*** Data for analysis Section Begins ***
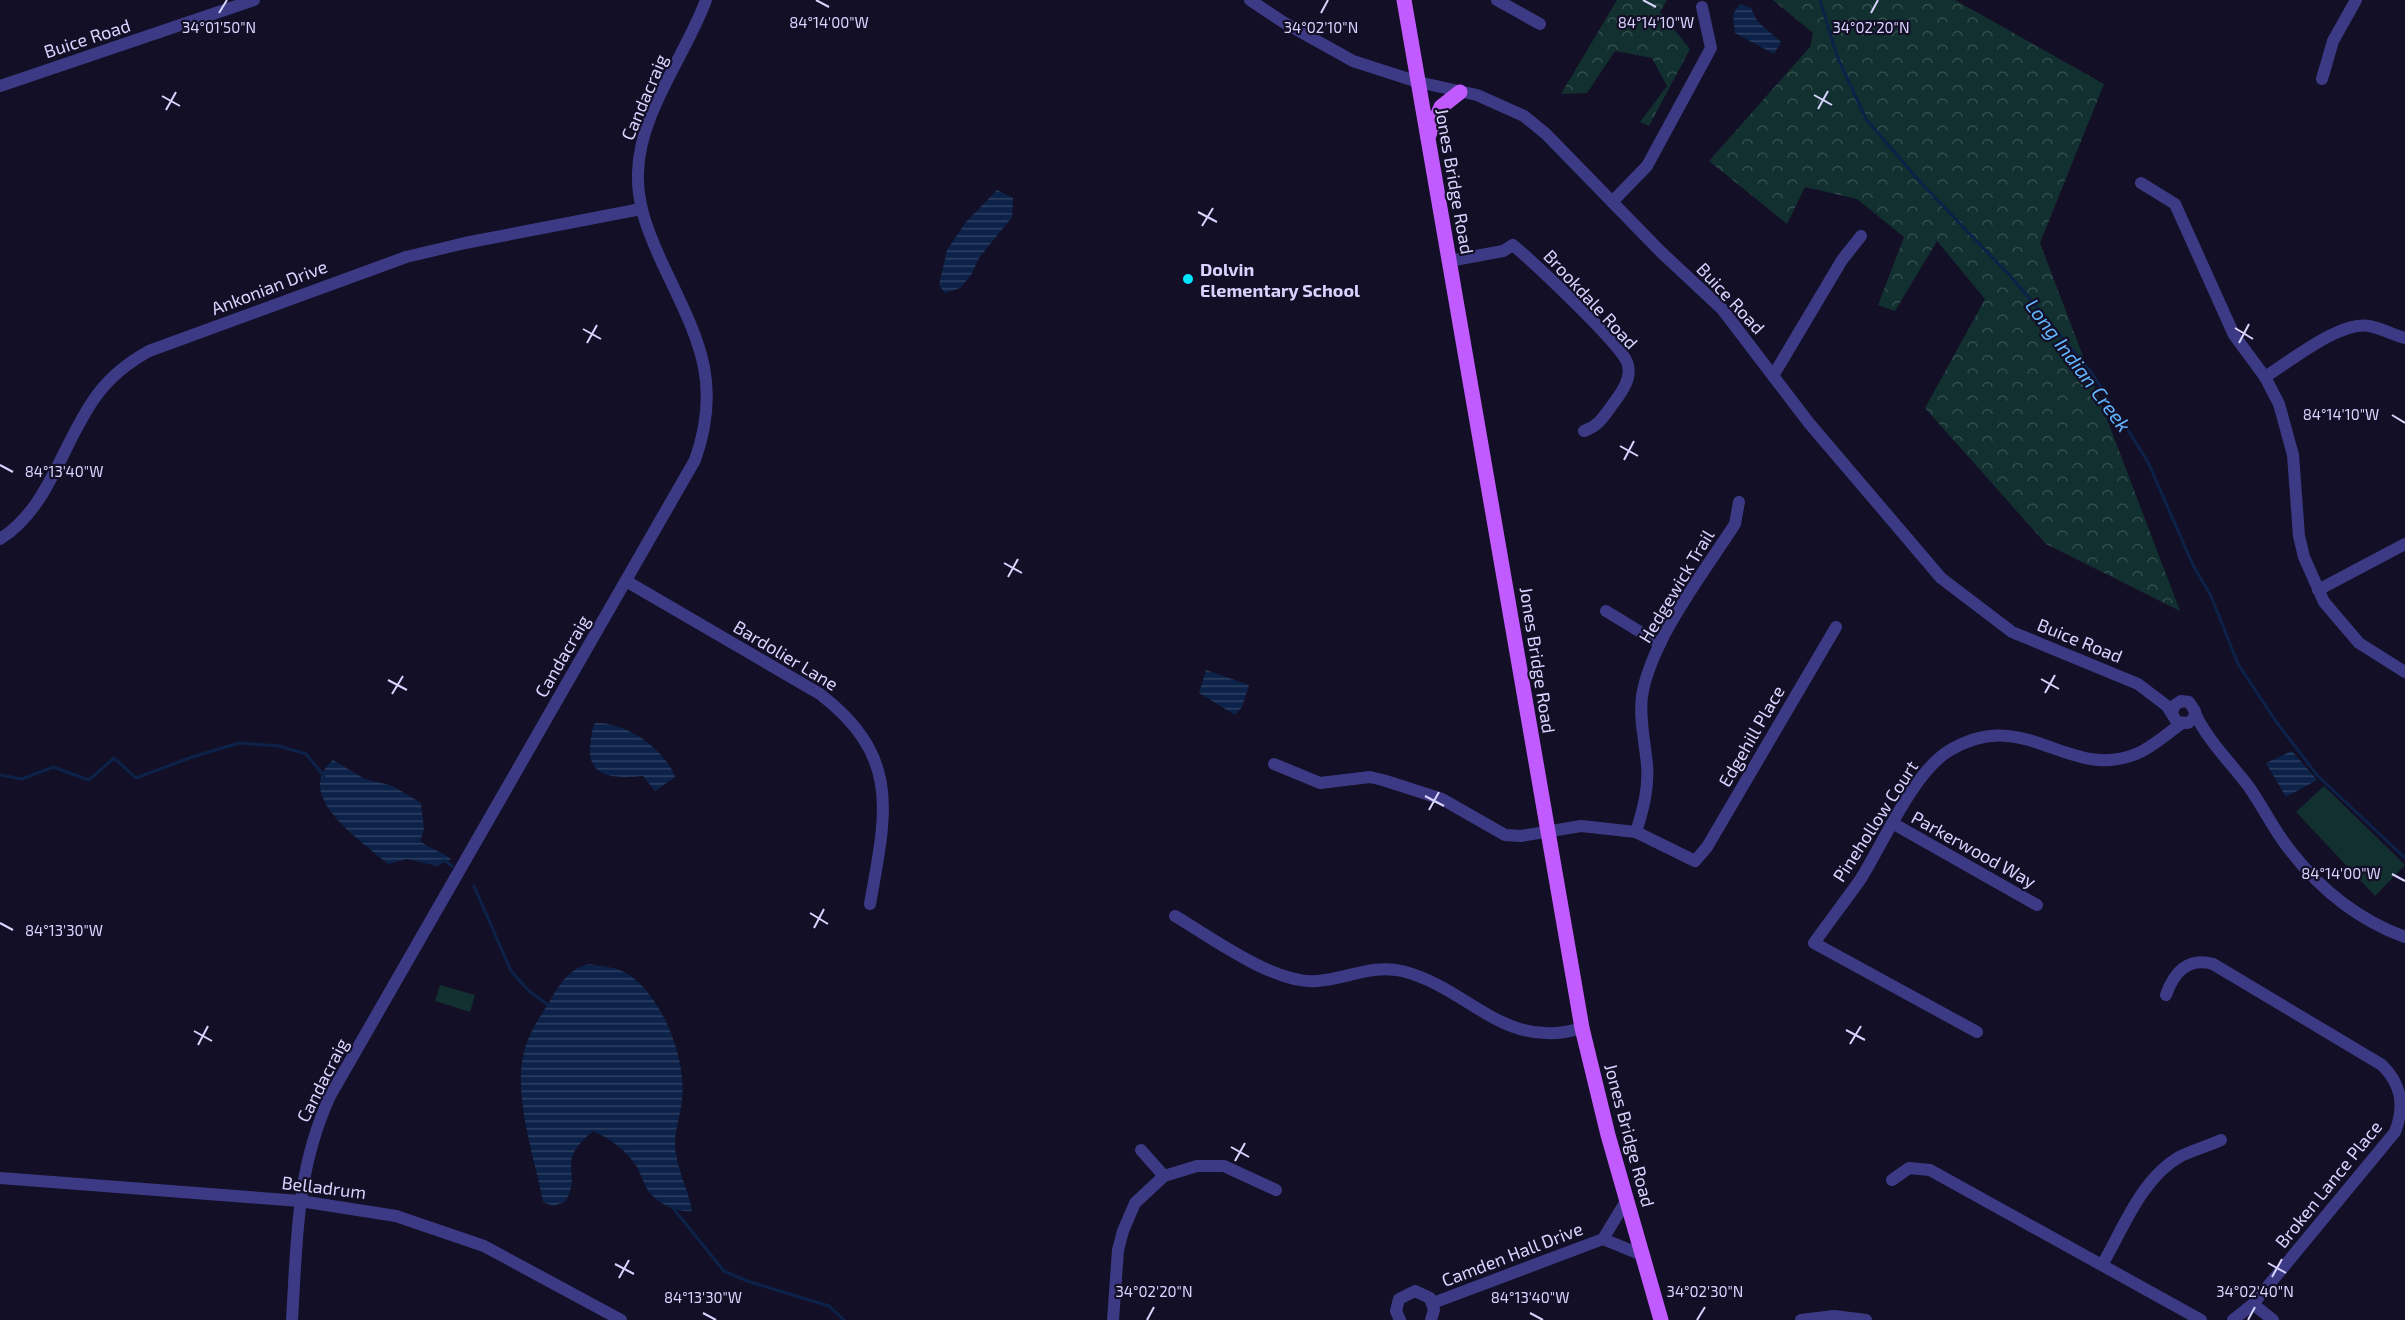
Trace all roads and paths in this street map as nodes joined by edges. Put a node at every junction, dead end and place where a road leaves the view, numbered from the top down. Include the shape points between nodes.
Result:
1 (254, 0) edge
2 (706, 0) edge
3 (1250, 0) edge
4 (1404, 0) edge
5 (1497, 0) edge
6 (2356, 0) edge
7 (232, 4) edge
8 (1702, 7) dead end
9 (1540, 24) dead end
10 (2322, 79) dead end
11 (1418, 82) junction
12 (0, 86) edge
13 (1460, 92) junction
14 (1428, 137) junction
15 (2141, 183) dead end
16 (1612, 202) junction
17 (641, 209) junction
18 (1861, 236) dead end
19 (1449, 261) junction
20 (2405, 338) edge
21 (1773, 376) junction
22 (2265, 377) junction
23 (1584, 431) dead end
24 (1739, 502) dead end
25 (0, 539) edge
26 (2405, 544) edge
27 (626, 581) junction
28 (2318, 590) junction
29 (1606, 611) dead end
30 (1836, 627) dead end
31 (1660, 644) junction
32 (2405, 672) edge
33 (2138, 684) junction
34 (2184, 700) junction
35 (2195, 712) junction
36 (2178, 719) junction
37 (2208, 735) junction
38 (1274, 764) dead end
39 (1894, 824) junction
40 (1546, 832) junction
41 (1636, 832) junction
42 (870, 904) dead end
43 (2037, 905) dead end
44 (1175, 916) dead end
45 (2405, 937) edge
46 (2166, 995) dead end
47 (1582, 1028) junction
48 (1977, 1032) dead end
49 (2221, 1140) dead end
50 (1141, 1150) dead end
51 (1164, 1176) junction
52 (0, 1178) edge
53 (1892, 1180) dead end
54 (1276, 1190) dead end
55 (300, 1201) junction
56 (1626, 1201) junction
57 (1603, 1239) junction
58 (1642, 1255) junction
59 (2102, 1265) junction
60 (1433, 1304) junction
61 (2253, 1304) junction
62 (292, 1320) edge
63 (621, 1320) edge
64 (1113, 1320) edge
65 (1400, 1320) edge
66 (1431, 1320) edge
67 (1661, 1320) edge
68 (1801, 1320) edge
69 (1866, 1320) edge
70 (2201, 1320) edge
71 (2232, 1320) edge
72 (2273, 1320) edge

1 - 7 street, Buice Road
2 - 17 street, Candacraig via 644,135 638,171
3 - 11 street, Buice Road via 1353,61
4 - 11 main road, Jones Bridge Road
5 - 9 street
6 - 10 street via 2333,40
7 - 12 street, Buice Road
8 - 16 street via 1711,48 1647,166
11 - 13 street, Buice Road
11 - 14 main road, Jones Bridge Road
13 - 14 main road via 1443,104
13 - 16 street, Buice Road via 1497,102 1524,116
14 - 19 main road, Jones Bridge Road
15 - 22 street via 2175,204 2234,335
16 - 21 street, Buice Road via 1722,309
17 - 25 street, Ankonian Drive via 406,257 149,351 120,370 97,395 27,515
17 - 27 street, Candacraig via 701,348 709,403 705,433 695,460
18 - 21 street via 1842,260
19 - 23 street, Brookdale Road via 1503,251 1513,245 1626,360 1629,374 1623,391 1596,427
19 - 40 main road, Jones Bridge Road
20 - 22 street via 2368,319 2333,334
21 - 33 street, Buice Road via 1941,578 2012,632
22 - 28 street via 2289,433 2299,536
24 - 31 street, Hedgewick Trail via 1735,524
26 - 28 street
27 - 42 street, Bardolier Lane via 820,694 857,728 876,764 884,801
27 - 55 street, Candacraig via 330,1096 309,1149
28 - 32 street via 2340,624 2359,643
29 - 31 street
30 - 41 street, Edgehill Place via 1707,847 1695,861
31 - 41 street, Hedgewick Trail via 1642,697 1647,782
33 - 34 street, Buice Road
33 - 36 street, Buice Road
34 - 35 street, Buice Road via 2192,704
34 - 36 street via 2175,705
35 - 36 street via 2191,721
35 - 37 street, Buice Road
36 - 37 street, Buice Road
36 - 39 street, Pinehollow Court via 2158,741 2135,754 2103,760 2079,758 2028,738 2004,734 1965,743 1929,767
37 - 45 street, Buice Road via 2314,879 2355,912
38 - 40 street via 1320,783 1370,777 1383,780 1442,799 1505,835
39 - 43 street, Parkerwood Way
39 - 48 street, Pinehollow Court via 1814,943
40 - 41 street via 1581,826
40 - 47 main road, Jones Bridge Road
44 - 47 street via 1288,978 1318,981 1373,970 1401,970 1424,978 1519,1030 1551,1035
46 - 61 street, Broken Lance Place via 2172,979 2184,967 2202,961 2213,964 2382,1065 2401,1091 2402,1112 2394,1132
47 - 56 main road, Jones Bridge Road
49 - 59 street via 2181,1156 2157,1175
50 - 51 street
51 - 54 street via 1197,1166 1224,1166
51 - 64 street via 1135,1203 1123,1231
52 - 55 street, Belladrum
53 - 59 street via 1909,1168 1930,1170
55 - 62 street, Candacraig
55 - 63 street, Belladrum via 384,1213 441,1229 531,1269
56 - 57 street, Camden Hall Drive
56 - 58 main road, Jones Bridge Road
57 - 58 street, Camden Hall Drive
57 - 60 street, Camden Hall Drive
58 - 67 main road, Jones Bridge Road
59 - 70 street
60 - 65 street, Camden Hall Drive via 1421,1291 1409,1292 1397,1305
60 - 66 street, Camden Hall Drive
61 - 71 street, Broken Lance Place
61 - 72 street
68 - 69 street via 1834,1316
*** Data for analysis Section Ends ***
What you will do:
Only the records, copied exactly and free of pictures, belong in the answer.

Written solution:
Trace all roads and paths in this street map as nodes joined by edges. Put a node at every junction, dead end and place where a road leaves the view, numbered from the top down. Include the shape points between nodes.
Result:
1 (254, 0) edge
2 (706, 0) edge
3 (1250, 0) edge
4 (1404, 0) edge
5 (1497, 0) edge
6 (2356, 0) edge
7 (232, 4) edge
8 (1702, 7) dead end
9 (1540, 24) dead end
10 (2322, 79) dead end
11 (1418, 82) junction
12 (0, 86) edge
13 (1460, 92) junction
14 (1428, 137) junction
15 (2141, 183) dead end
16 (1612, 202) junction
17 (641, 209) junction
18 (1861, 236) dead end
19 (1449, 261) junction
20 (2405, 338) edge
21 (1773, 376) junction
22 (2265, 377) junction
23 (1584, 431) dead end
24 (1739, 502) dead end
25 (0, 539) edge
26 (2405, 544) edge
27 (626, 581) junction
28 (2318, 590) junction
29 (1606, 611) dead end
30 (1836, 627) dead end
31 (1660, 644) junction
32 (2405, 672) edge
33 (2138, 684) junction
34 (2184, 700) junction
35 (2195, 712) junction
36 (2178, 719) junction
37 (2208, 735) junction
38 (1274, 764) dead end
39 (1894, 824) junction
40 (1546, 832) junction
41 (1636, 832) junction
42 (870, 904) dead end
43 (2037, 905) dead end
44 (1175, 916) dead end
45 (2405, 937) edge
46 (2166, 995) dead end
47 (1582, 1028) junction
48 (1977, 1032) dead end
49 (2221, 1140) dead end
50 (1141, 1150) dead end
51 (1164, 1176) junction
52 (0, 1178) edge
53 (1892, 1180) dead end
54 (1276, 1190) dead end
55 (300, 1201) junction
56 (1626, 1201) junction
57 (1603, 1239) junction
58 (1642, 1255) junction
59 (2102, 1265) junction
60 (1433, 1304) junction
61 (2253, 1304) junction
62 (292, 1320) edge
63 (621, 1320) edge
64 (1113, 1320) edge
65 (1400, 1320) edge
66 (1431, 1320) edge
67 (1661, 1320) edge
68 (1801, 1320) edge
69 (1866, 1320) edge
70 (2201, 1320) edge
71 (2232, 1320) edge
72 (2273, 1320) edge

1 - 7 street, Buice Road
2 - 17 street, Candacraig via 644,135 638,171
3 - 11 street, Buice Road via 1353,61
4 - 11 main road, Jones Bridge Road
5 - 9 street
6 - 10 street via 2333,40
7 - 12 street, Buice Road
8 - 16 street via 1711,48 1647,166
11 - 13 street, Buice Road
11 - 14 main road, Jones Bridge Road
13 - 14 main road via 1443,104
13 - 16 street, Buice Road via 1497,102 1524,116
14 - 19 main road, Jones Bridge Road
15 - 22 street via 2175,204 2234,335
16 - 21 street, Buice Road via 1722,309
17 - 25 street, Ankonian Drive via 406,257 149,351 120,370 97,395 27,515
17 - 27 street, Candacraig via 701,348 709,403 705,433 695,460
18 - 21 street via 1842,260
19 - 23 street, Brookdale Road via 1503,251 1513,245 1626,360 1629,374 1623,391 1596,427
19 - 40 main road, Jones Bridge Road
20 - 22 street via 2368,319 2333,334
21 - 33 street, Buice Road via 1941,578 2012,632
22 - 28 street via 2289,433 2299,536
24 - 31 street, Hedgewick Trail via 1735,524
26 - 28 street
27 - 42 street, Bardolier Lane via 820,694 857,728 876,764 884,801
27 - 55 street, Candacraig via 330,1096 309,1149
28 - 32 street via 2340,624 2359,643
29 - 31 street
30 - 41 street, Edgehill Place via 1707,847 1695,861
31 - 41 street, Hedgewick Trail via 1642,697 1647,782
33 - 34 street, Buice Road
33 - 36 street, Buice Road
34 - 35 street, Buice Road via 2192,704
34 - 36 street via 2175,705
35 - 36 street via 2191,721
35 - 37 street, Buice Road
36 - 37 street, Buice Road
36 - 39 street, Pinehollow Court via 2158,741 2135,754 2103,760 2079,758 2028,738 2004,734 1965,743 1929,767
37 - 45 street, Buice Road via 2314,879 2355,912
38 - 40 street via 1320,783 1370,777 1383,780 1442,799 1505,835
39 - 43 street, Parkerwood Way
39 - 48 street, Pinehollow Court via 1814,943
40 - 41 street via 1581,826
40 - 47 main road, Jones Bridge Road
44 - 47 street via 1288,978 1318,981 1373,970 1401,970 1424,978 1519,1030 1551,1035
46 - 61 street, Broken Lance Place via 2172,979 2184,967 2202,961 2213,964 2382,1065 2401,1091 2402,1112 2394,1132
47 - 56 main road, Jones Bridge Road
49 - 59 street via 2181,1156 2157,1175
50 - 51 street
51 - 54 street via 1197,1166 1224,1166
51 - 64 street via 1135,1203 1123,1231
52 - 55 street, Belladrum
53 - 59 street via 1909,1168 1930,1170
55 - 62 street, Candacraig
55 - 63 street, Belladrum via 384,1213 441,1229 531,1269
56 - 57 street, Camden Hall Drive
56 - 58 main road, Jones Bridge Road
57 - 58 street, Camden Hall Drive
57 - 60 street, Camden Hall Drive
58 - 67 main road, Jones Bridge Road
59 - 70 street
60 - 65 street, Camden Hall Drive via 1421,1291 1409,1292 1397,1305
60 - 66 street, Camden Hall Drive
61 - 71 street, Broken Lance Place
61 - 72 street
68 - 69 street via 1834,1316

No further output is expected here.